## Exercise
Scan the data below. Pull out each line where "image" occurs.

**** Data ****

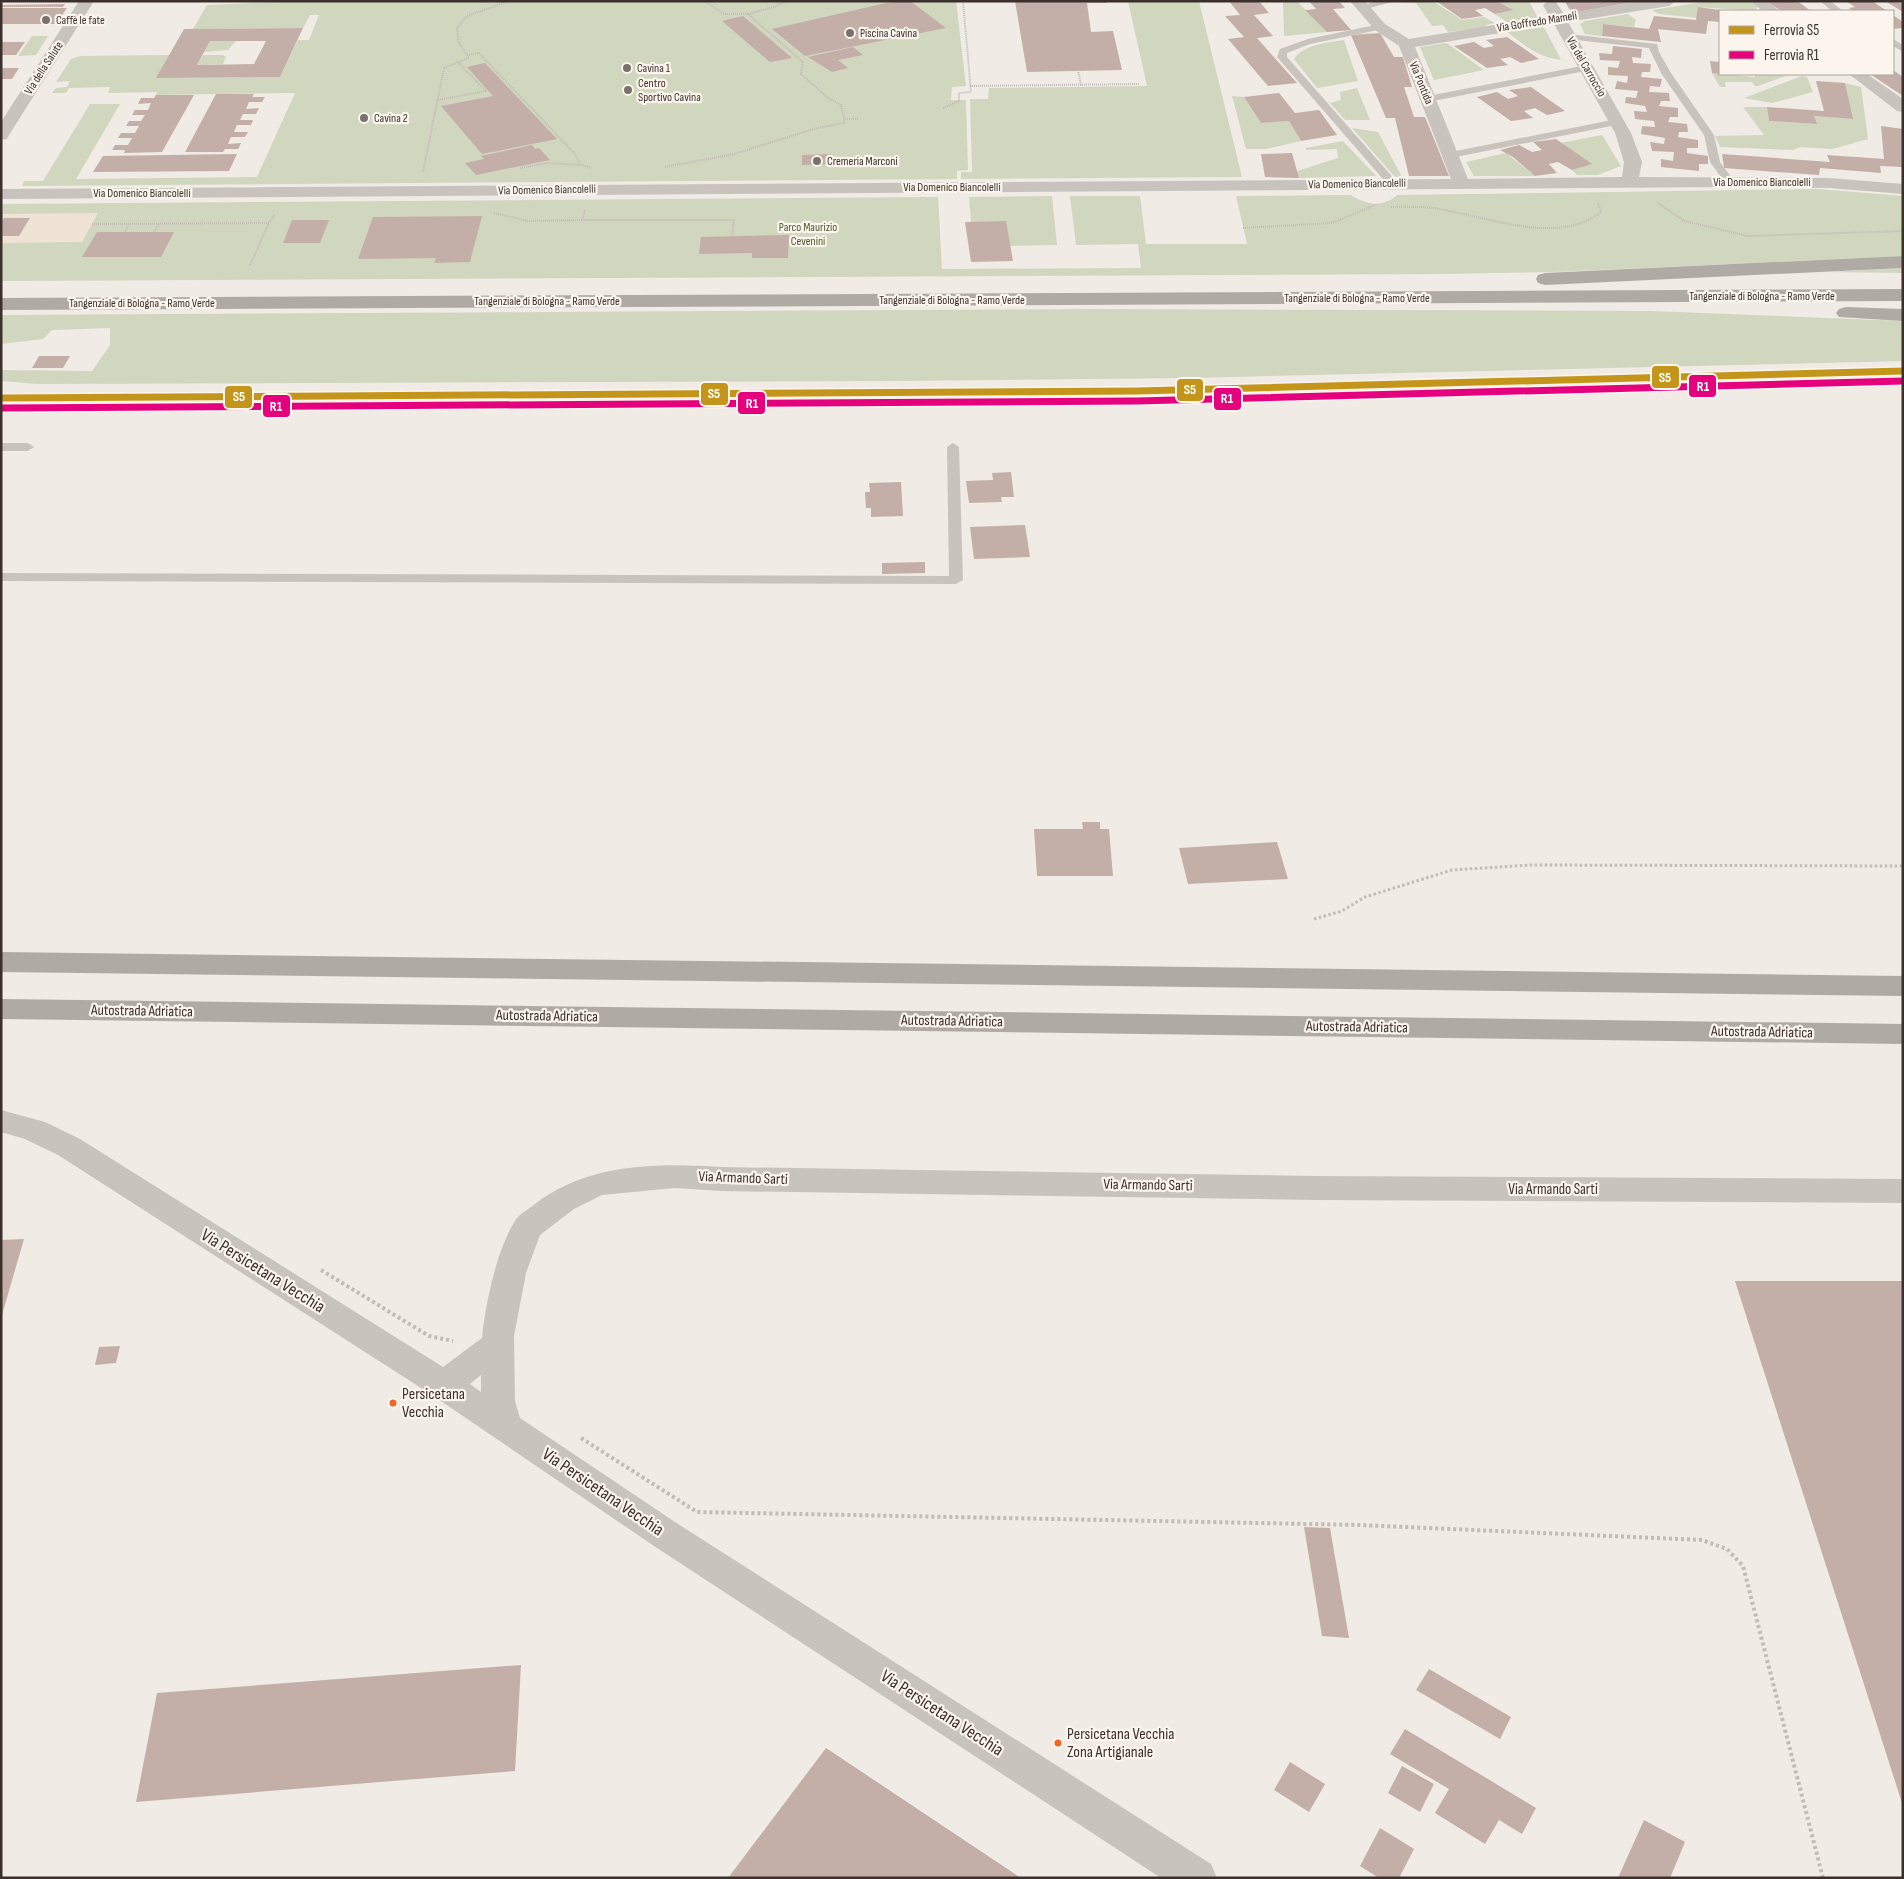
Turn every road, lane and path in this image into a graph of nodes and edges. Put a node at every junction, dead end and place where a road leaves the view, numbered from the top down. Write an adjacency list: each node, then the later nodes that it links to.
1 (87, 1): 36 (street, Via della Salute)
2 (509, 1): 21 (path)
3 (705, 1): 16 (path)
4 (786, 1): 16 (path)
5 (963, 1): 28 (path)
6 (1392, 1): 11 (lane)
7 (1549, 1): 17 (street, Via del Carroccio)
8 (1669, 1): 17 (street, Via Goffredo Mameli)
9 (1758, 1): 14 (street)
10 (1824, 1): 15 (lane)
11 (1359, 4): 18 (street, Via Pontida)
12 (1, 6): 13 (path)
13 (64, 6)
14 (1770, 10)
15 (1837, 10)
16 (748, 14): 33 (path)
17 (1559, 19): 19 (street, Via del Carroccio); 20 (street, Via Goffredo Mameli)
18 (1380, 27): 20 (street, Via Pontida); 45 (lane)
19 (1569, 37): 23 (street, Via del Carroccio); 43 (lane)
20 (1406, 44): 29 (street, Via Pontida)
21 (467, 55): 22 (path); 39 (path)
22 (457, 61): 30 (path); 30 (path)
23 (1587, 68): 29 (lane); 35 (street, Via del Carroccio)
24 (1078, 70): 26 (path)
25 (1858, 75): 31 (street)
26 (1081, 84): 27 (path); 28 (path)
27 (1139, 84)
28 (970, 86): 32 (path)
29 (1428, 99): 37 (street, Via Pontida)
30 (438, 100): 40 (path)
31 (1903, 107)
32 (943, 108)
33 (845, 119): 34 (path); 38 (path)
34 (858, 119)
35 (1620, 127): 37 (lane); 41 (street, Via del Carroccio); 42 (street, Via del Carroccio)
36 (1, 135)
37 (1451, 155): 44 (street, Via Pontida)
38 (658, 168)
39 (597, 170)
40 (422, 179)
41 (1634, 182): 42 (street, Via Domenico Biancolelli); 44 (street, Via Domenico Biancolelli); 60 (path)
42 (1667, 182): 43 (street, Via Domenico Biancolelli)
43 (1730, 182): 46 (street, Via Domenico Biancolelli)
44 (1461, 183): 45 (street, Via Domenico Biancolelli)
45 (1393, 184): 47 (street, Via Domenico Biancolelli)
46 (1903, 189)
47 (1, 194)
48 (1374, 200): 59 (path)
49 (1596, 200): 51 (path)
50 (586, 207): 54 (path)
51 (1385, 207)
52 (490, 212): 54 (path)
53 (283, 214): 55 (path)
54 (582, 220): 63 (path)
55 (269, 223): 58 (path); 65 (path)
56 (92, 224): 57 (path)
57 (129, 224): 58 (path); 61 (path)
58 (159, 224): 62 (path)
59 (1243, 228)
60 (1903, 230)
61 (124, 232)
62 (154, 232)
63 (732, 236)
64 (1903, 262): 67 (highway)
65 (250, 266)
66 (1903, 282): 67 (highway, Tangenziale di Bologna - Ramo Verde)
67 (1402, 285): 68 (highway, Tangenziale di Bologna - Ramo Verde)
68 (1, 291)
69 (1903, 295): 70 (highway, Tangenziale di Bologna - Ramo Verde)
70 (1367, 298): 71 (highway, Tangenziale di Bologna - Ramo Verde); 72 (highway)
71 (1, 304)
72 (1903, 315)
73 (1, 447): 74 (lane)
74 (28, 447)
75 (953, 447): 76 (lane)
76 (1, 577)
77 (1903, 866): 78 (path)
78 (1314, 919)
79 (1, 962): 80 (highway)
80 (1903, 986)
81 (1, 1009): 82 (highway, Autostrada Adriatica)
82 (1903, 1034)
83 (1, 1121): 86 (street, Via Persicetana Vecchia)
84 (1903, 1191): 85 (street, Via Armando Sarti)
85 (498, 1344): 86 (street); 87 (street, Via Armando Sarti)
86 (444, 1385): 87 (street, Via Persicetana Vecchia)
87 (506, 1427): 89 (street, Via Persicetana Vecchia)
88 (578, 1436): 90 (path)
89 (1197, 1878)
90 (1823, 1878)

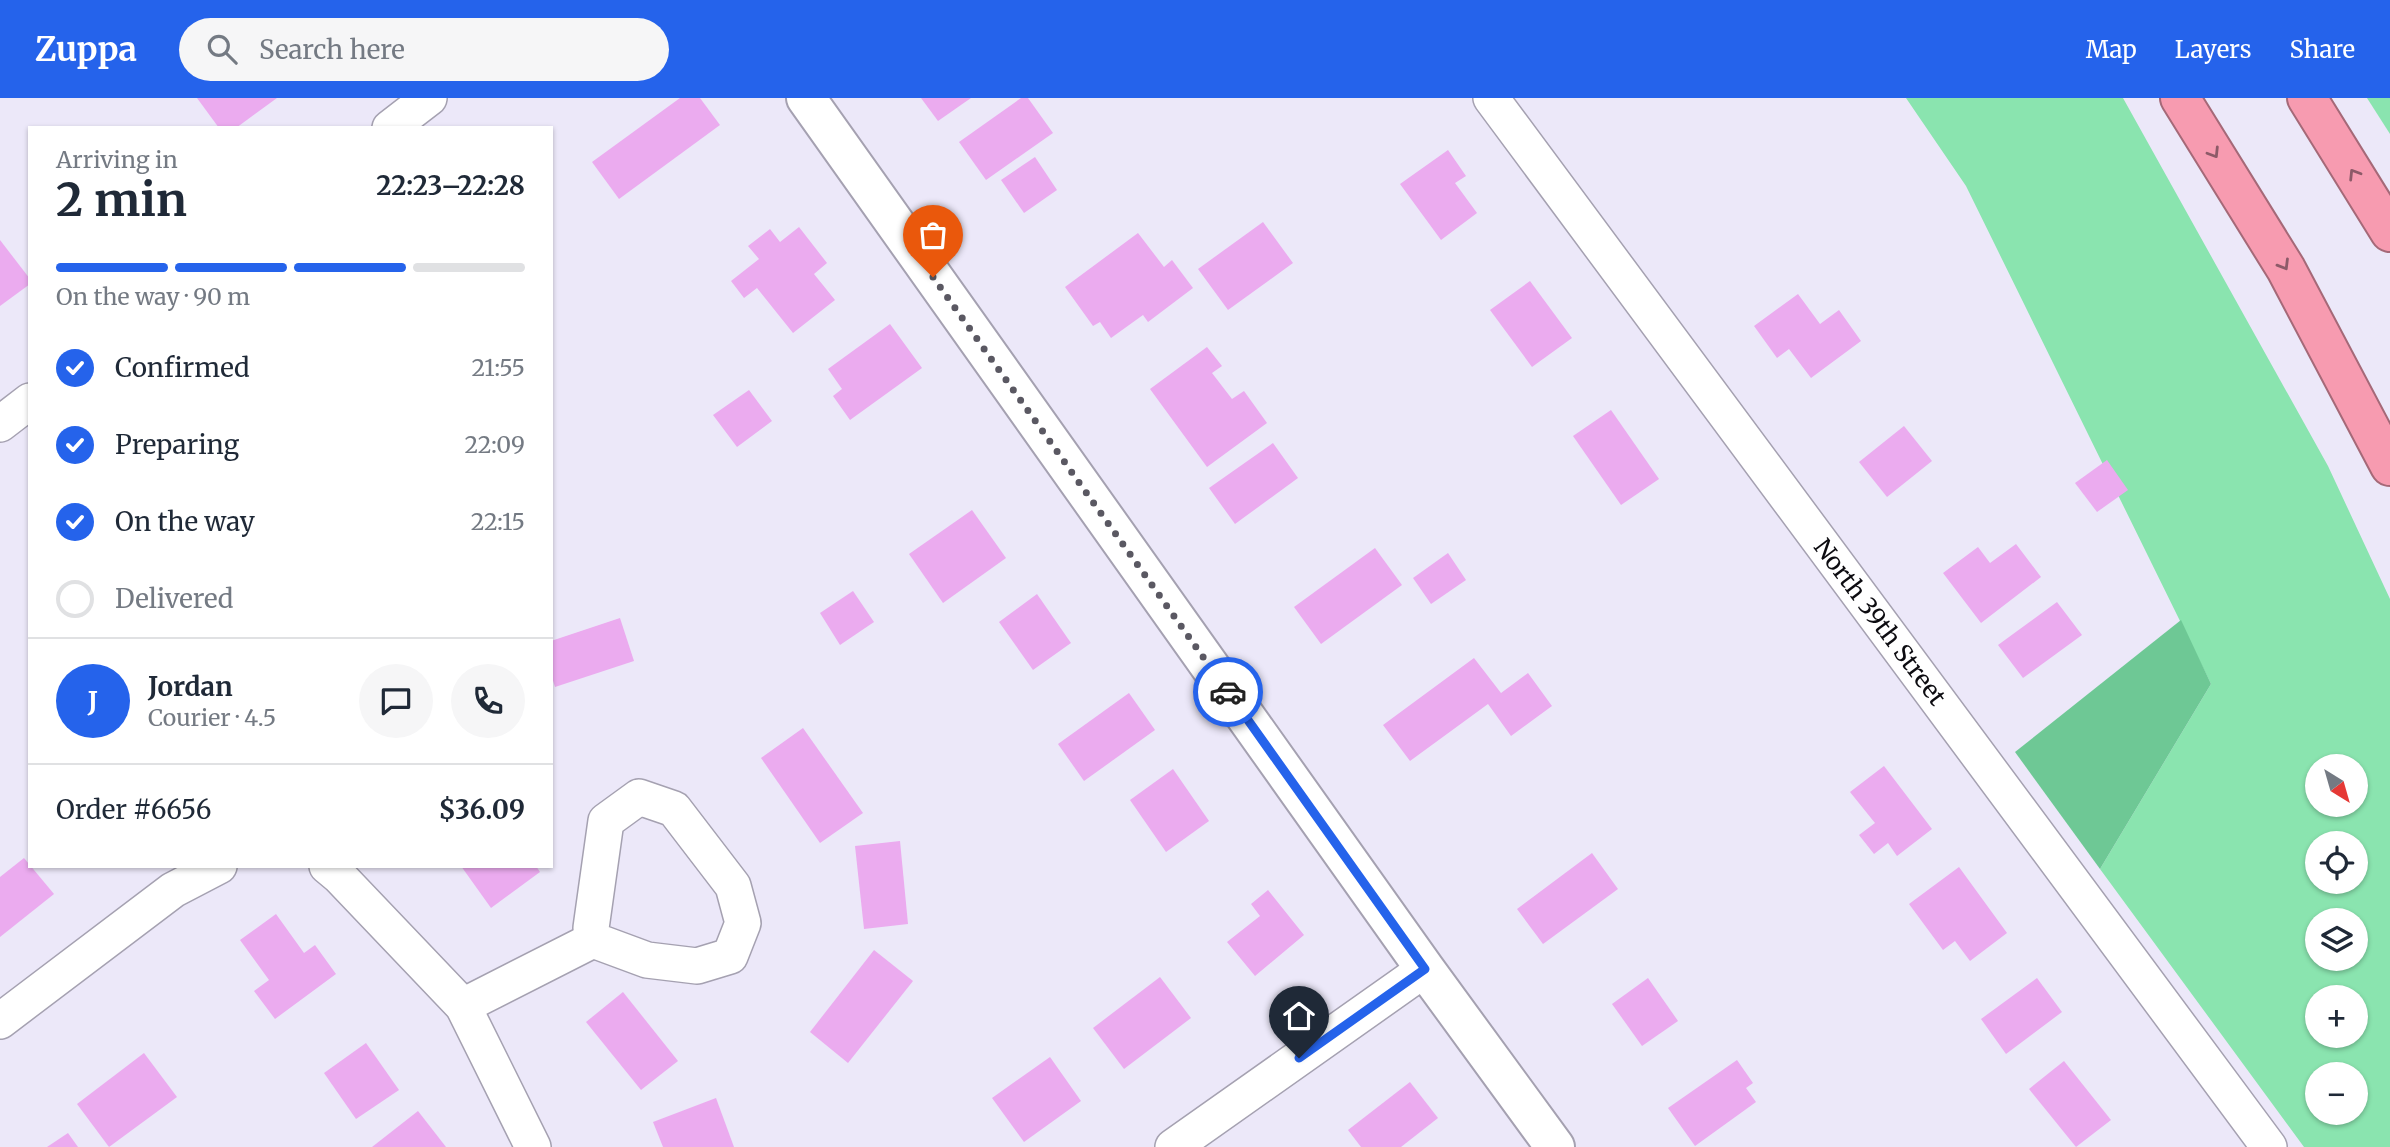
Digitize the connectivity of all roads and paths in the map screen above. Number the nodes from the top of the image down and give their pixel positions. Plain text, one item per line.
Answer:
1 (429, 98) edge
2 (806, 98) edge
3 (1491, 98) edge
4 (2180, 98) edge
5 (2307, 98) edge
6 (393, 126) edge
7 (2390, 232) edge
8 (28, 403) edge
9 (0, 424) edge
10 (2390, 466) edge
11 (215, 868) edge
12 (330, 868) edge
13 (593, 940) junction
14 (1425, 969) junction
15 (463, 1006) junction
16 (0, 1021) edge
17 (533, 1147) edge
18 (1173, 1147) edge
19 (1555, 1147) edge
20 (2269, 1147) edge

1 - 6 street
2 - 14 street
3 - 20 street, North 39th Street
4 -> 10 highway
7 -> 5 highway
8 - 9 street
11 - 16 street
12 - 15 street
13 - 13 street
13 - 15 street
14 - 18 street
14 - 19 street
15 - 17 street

****

## The completed task
Turn every road, lane and path in this image into a graph of nodes and edges. Put a node at every junction, dead end and place where a road leaves the view, numbered from the top down. Write an adjacency list: each node, then the later nodes that it links to.
Digitize the connectivity of all roads and paths in the map screen above. Number the nodes from the top of the image down and give their pixel positions. Plain text, one item per line.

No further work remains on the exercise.